Usually when mainstream media picks up on news within the surf scene, you don’t expect a heavy discussion of society’s ills to follow. Most times, it’s a feel-good piece, where someone’s celebrating a major milestone or launching a new project or charity — it’s all very hakuna matata.
But this week, a 13 year-old girl sent waves through the community and beyond, when an open letter she wrote to major surf mag Tracks brought up some pretty complicated issues surrounding women and their representation in the scene.
Olive Bowers’ letter to the editor (which you can read here) asked what seems to be a straight-up question: why are there so many bikini models and pin-ups yet so few female surfers in your mag and on your website?
Here’s an excerpt from the letter:
I clicked on your web page titled ‘Girls’ hoping I might find some women surfers and what they were up to, but it entered into pages and pages of semi-naked, non-surfing girls [...] These images create a culture in which boys, men and even girls reading your magazine will think that all girls are valued for is their appearance.
News outlets that don’t normally follow the surf industry were quick to jump on this, with a bunch calling out Tracks for its representation of women.
And, while Olive’s letter did get a response from the magazine’s editor — telling her about how it was his mom who first got him into surfing and how he’d take Olive’s comments into consideration — we’re not really looking to argue whether Tracks, in particular, is in the right or in the wrong.
Instead, this whole issue gives us a pretty good jumping off point for talking about the more general way girls and women are represented in the surf scene.

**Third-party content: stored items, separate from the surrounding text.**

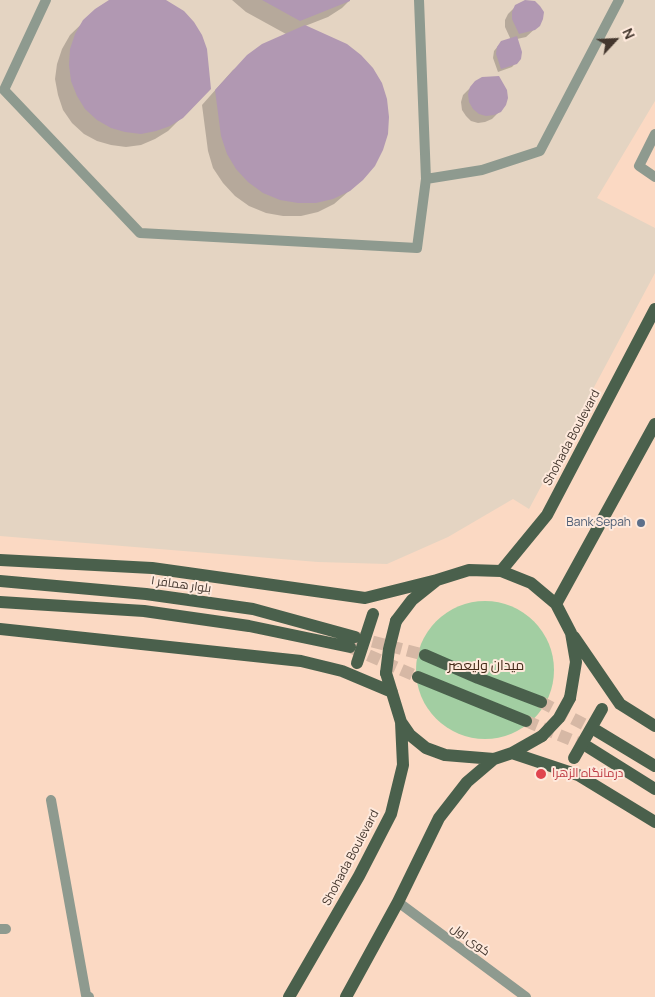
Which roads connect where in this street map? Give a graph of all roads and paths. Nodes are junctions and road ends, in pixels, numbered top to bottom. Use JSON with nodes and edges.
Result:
{"nodes":[{"id":1,"x":46,"y":0,"type":"edge"},
{"id":2,"x":419,"y":0,"type":"edge"},
{"id":3,"x":619,"y":0,"type":"edge"},
{"id":4,"x":655,"y":134,"type":"edge"},
{"id":5,"x":655,"y":177,"type":"edge"},
{"id":6,"x":426,"y":179,"type":"junction"},
{"id":7,"x":655,"y":309,"type":"edge"},
{"id":8,"x":655,"y":424,"type":"edge"},
{"id":9,"x":0,"y":560,"type":"edge"},
{"id":10,"x":501,"y":571,"type":"junction"},
{"id":11,"x":438,"y":580,"type":"junction"},
{"id":12,"x":0,"y":581,"type":"edge"},
{"id":13,"x":365,"y":598,"type":"junction"},
{"id":14,"x":0,"y":602,"type":"edge"},
{"id":15,"x":556,"y":604,"type":"junction"},
{"id":16,"x":0,"y":629,"type":"edge"},
{"id":17,"x":571,"y":633,"type":"junction"},
{"id":18,"x":426,"y":655,"type":"tunnel mouth"},
{"id":19,"x":342,"y":671,"type":"junction"},
{"id":20,"x":418,"y":677,"type":"tunnel mouth"},
{"id":21,"x":392,"y":692,"type":"junction"},
{"id":22,"x":541,"y":702,"type":"tunnel mouth"},
{"id":23,"x":620,"y":704,"type":"junction"},
{"id":24,"x":526,"y":721,"type":"tunnel mouth"},
{"id":25,"x":401,"y":722,"type":"junction"},
{"id":26,"x":655,"y":726,"type":"edge"},
{"id":27,"x":597,"y":731,"type":"tunnel mouth"},
{"id":28,"x":588,"y":746,"type":"tunnel mouth"},
{"id":29,"x":512,"y":753,"type":"junction"},
{"id":30,"x":494,"y":759,"type":"junction"},
{"id":31,"x":655,"y":766,"type":"edge"},
{"id":32,"x":578,"y":775,"type":"junction"},
{"id":33,"x":655,"y":788,"type":"edge"},
{"id":34,"x":51,"y":800,"type":"dead end"},
{"id":35,"x":655,"y":822,"type":"edge"},
{"id":36,"x":398,"y":902,"type":"junction"},
{"id":37,"x":89,"y":997,"type":"edge"},
{"id":38,"x":289,"y":997,"type":"edge"},
{"id":39,"x":346,"y":997,"type":"edge"},
{"id":40,"x":526,"y":997,"type":"edge"}],
"edges":[{"from":1,"to":6,"type":"street"},
{"from":2,"to":6,"type":"street"},
{"from":3,"to":6,"type":"street"},
{"from":4,"to":5,"type":"street"},
{"from":7,"to":10,"type":"main road","name":"Shohada Boulevard"},
{"from":8,"to":15,"type":"main road"},
{"from":9,"to":13,"type":"main road"},
{"from":10,"to":11,"type":"main road"},
{"from":10,"to":15,"type":"main road"},
{"from":11,"to":13,"type":"main road"},
{"from":11,"to":21,"type":"main road","bridge":true},
{"from":12,"to":14,"type":"main road","name":"بلوار همافر ۱"},
{"from":13,"to":19,"type":"main road","bridge":true},
{"from":15,"to":17,"type":"main road"},
{"from":16,"to":19,"type":"main road"},
{"from":17,"to":23,"type":"main road"},
{"from":17,"to":29,"type":"main road","bridge":true},
{"from":18,"to":22,"type":"main road"},
{"from":19,"to":21,"type":"main road"},
{"from":20,"to":24,"type":"main road"},
{"from":21,"to":25,"type":"main road"},
{"from":23,"to":26,"type":"main road"},
{"from":23,"to":32,"type":"main road","bridge":true},
{"from":25,"to":30,"type":"main road"},
{"from":25,"to":38,"type":"main road","name":"Shohada Boulevard"},
{"from":27,"to":31,"type":"main road"},
{"from":28,"to":33,"type":"main road"},
{"from":29,"to":30,"type":"main road"},
{"from":29,"to":32,"type":"main road"},
{"from":30,"to":36,"type":"main road"},
{"from":32,"to":35,"type":"main road"},
{"from":34,"to":37,"type":"street"},
{"from":36,"to":39,"type":"main road"},
{"from":36,"to":40,"type":"street","name":"کوی اول"}]}
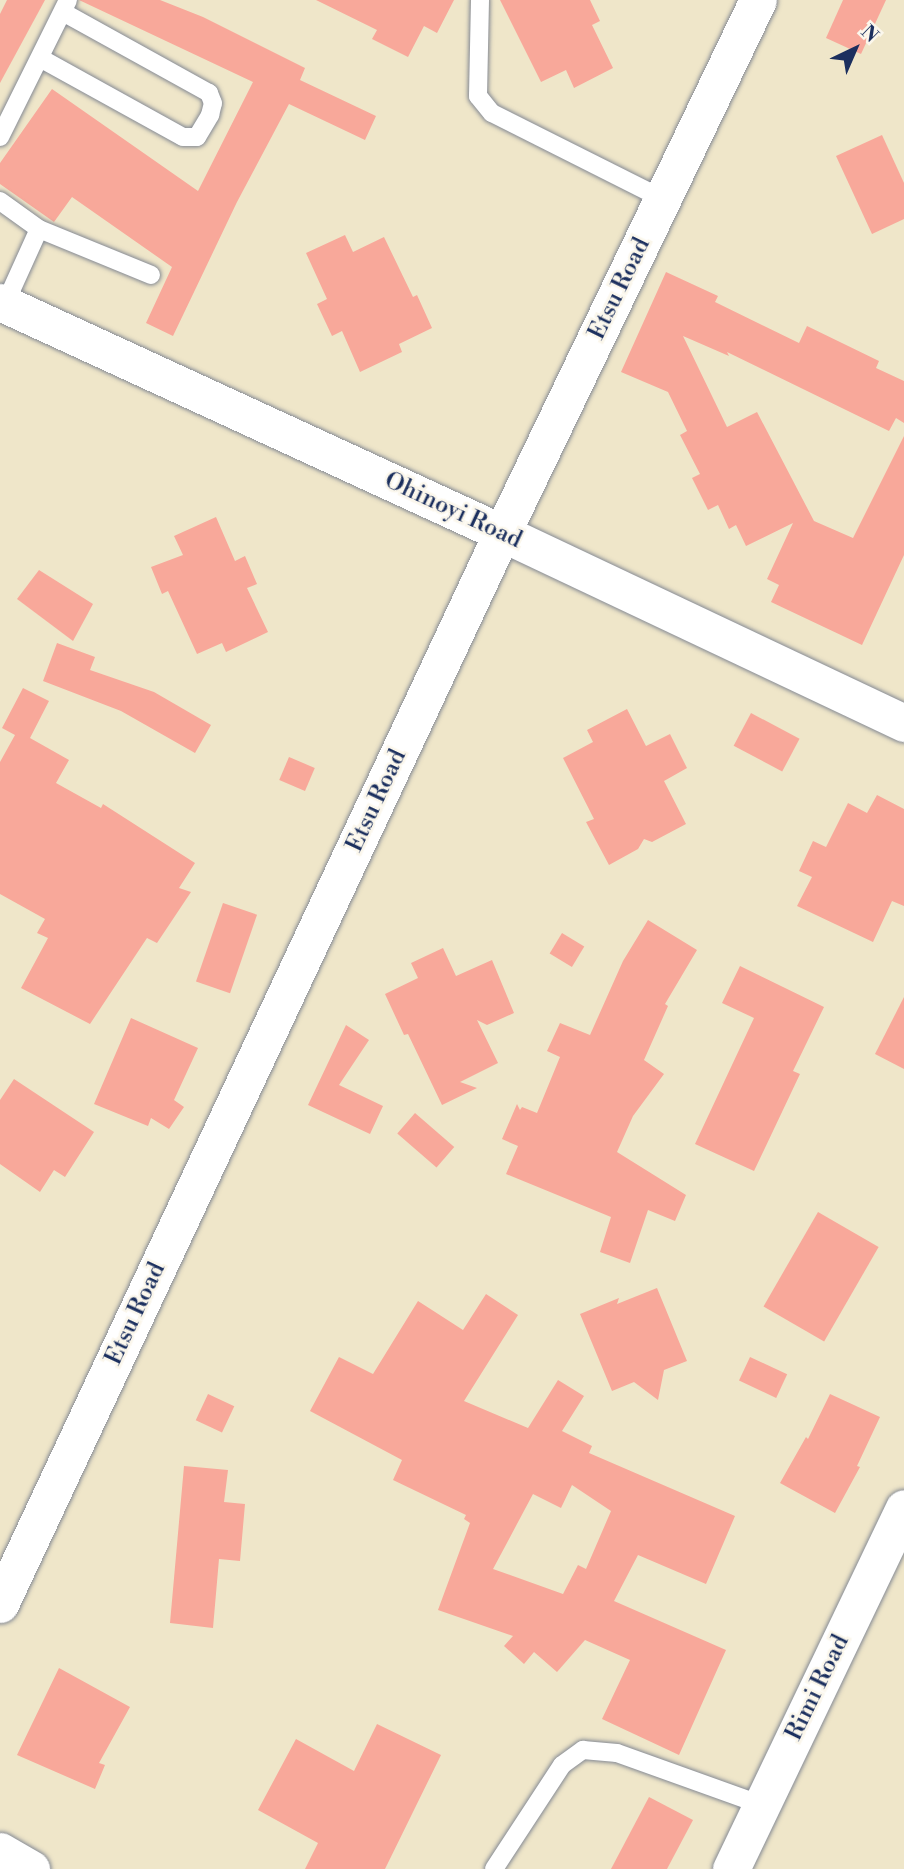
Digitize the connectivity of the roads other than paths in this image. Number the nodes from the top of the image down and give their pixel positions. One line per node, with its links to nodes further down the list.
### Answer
1 (480, 0): 6 (lane)
2 (758, 0): 6 (street, Etsu Road)
3 (66, 6): 4 (lane); 4 (lane)
4 (40, 58): 5 (lane)
5 (0, 137)
6 (663, 199): 11 (street, Etsu Road)
7 (0, 201): 8 (lane)
8 (39, 229): 9 (lane); 10 (lane)
9 (151, 275)
10 (2, 303): 11 (street, Ohinoyi Road)
11 (502, 533): 12 (street, Ohinoyi Road); 14 (street, Etsu Road)
12 (904, 723)
13 (904, 1508): 15 (street, Rimi Road)
14 (0, 1604)
15 (762, 1805): 18 (lane); 19 (street, Rimi Road)
16 (0, 1851): 17 (street)
17 (31, 1869)
18 (494, 1869)
19 (732, 1869)

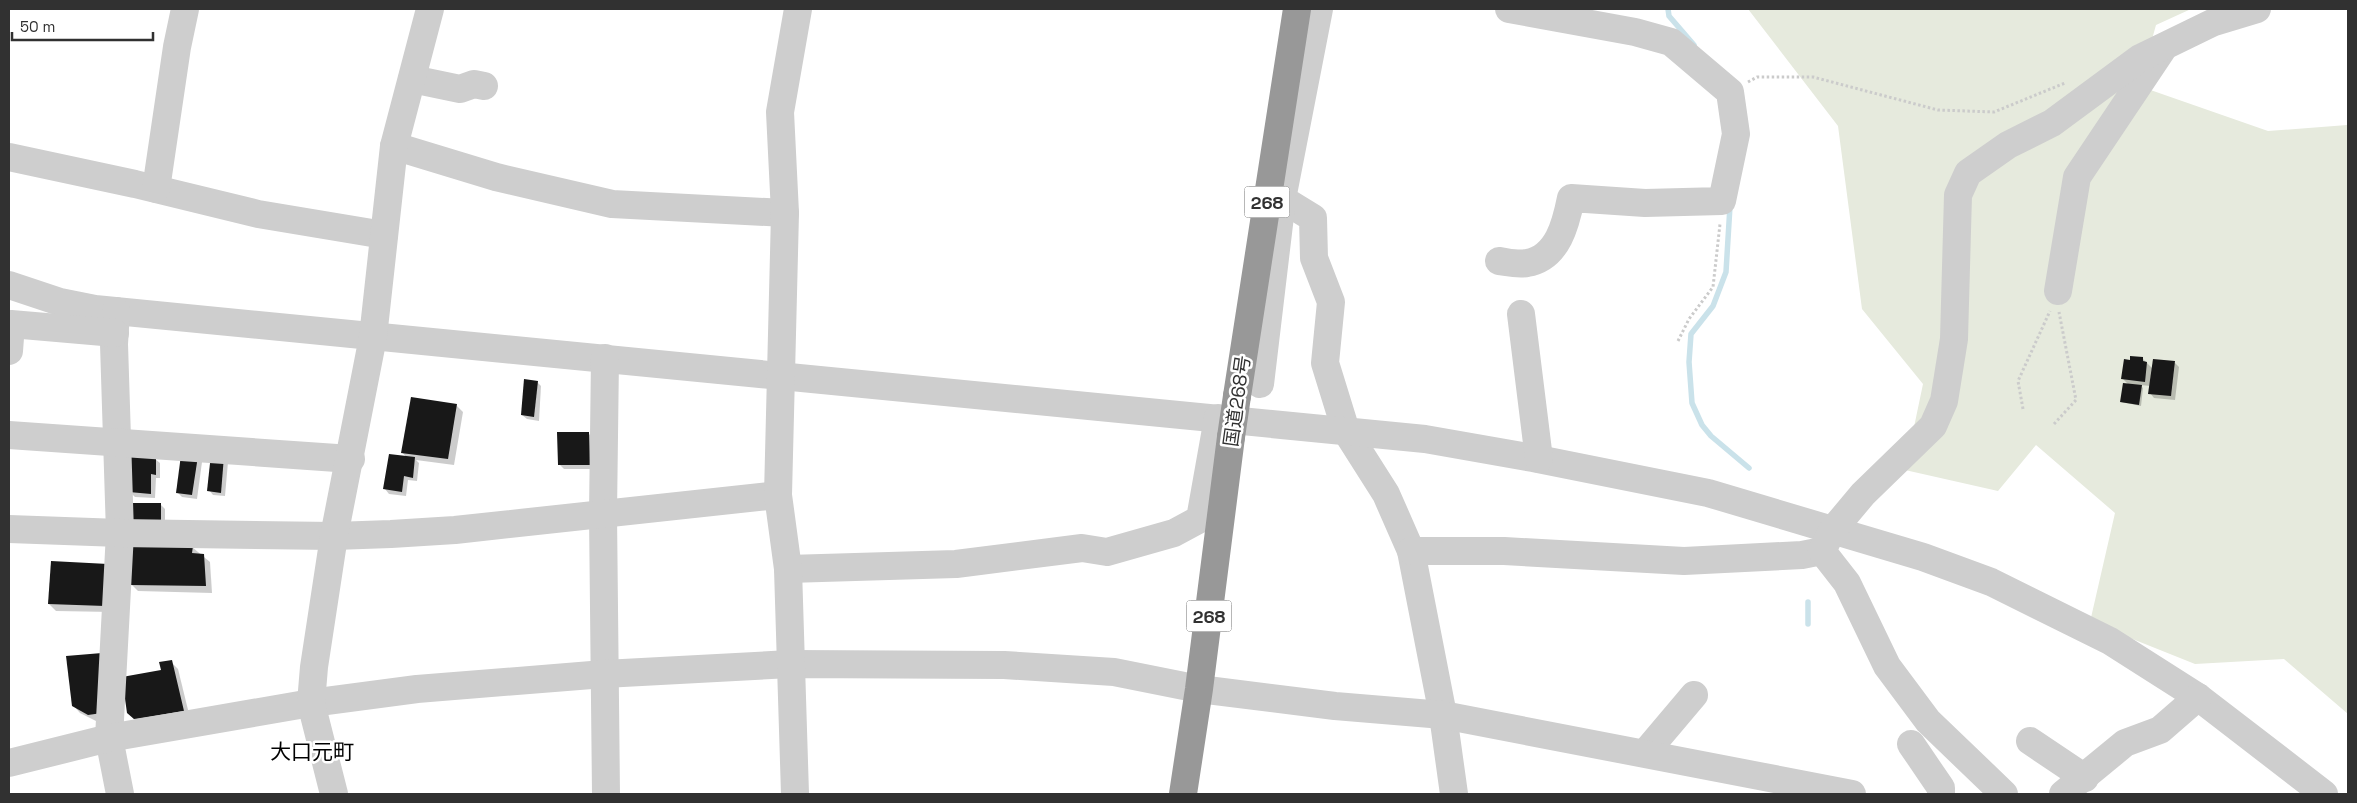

Granted, there are surf mags out there aimed specifically at women and giving a lot of visibility to female surfers. But should this kind of exposure be something that happens only in particularly female publications?
Yes, we heap praise on the top female surfers like Stephanie Gilmore, Carissa Moore and others. But there’s also a lot of attention paid to female surfers who also happen to be really sexy. For this article, a Google search of “best female surfers” returned results like “10 Hottest Girls in Pro Surfing,” “Alana Blanchard and the 30 Hottest Female Surfers in Bikinis,” and our personal favorite: “The Hottest Pro Surfer Chicks That Will Make You Hate All The Girls You Know.”
And that seems to touch on the point that upset Olive enough to write a letter in the first place. There’s nothing wrong with beautiful women — either being one or enjoying looking at one is just fine. But if surf mags want to be taken seriously as industry publications, they also have to take the athletes seriously, whether they’re guys or girls. And placing a bigger focus on looks than on ability and achievement isn’t the way to go about it. In this regard, we’ve got to agree with Olive:
“I urge you to give much more coverage to the exciting women surfers out there, not just scantily clad women [...] This change would only bring good.”
We love the women who add their talent and hard work to this amazing scene and we think it’s important to send the message that they’re valued and respected for what they can do, not how they look. Otherwise, we may alienate the next generation of female surfers altogether. And what would the surf scene be like without the involvement cool and gutsy girls and women, people like Olive herself?